The Australian Bureau of Agricultural and Resource Economics (ABARE) expects this winter’s crop to be one of the best in years, with rainfall exceeding average for eastern Australia.
ABARE Deputy Executive Director Paul Morris says the Australian crop report indicates eastern Australia has not seen rainfall this prolific in the lead up to the winter cropping season since 2003.
“Rainfall between March and May was the most widespread above average rainfall to be recorded over the eastern states since 2003,” Mr Morris said.
“All but a few cropping regions received more than 100 per cent of their long term average rainfall. However, further rain will be needed to complete planting in some regions and to maintain soil moisture during the growing season.”
Western Australia did not fare as well in the Australian crop report data, with continued dryness over most regions in the state. Western Australia accounted for 36 per cent of Australia’s total winter crop production last season and seasonal conditions over the next few months will be crucial for the final outcome of the national crop in 2010-11.
One downside of the favourable summer and autumn conditions in the eastern states was a significant locust outbreak. Many early sown crops, particularly in southern New South Wales and northern Victoria had to be replanted due to locust damage.
“The effects of the outbreak on the winter crop will not be known until spring but there is the potential for mass hatchings and consequent crop damage,” Mr Morris said.

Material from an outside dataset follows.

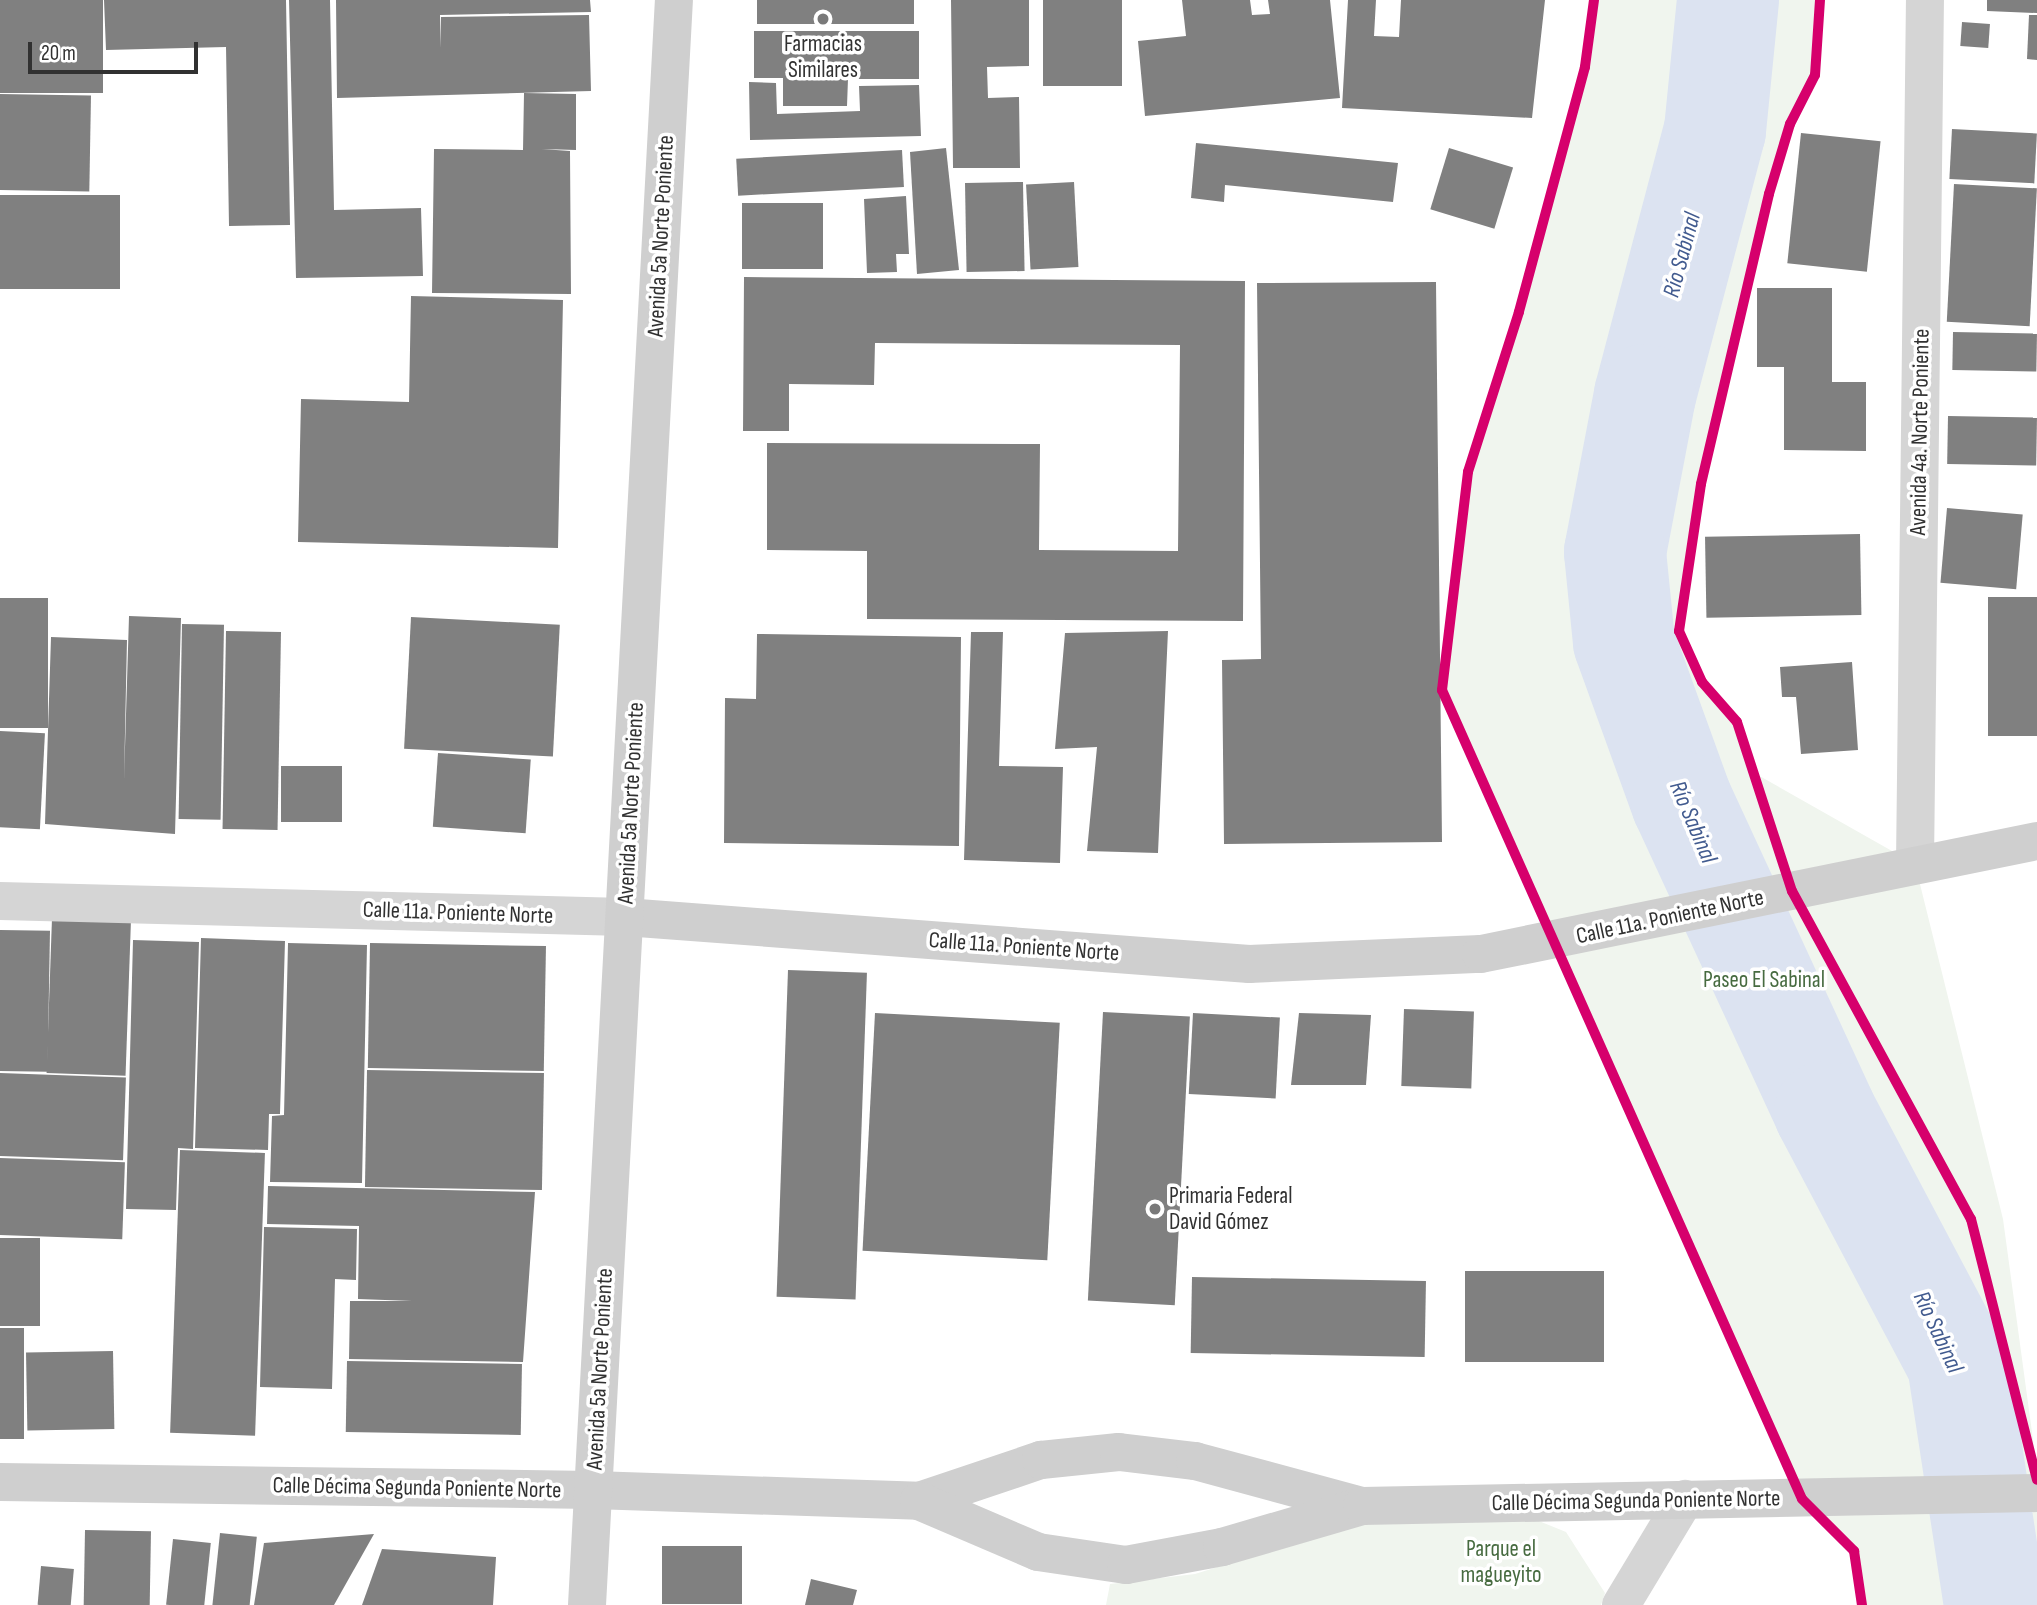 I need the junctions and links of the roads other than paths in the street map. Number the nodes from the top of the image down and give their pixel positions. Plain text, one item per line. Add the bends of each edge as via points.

“Despite the positive start to the season, crop plantings are expected to be down slightly due to lower wheat and barley prices. The total area of winter crops sown in Australia is forecast to fall by around 1 per cent to 22.1 million hectares in 2010-11. Assuming average yields, winter crop production is forecast at 35.1 million tonnes in 2010-11, largely unchanged from the 35.2 million tonnes produced last season.”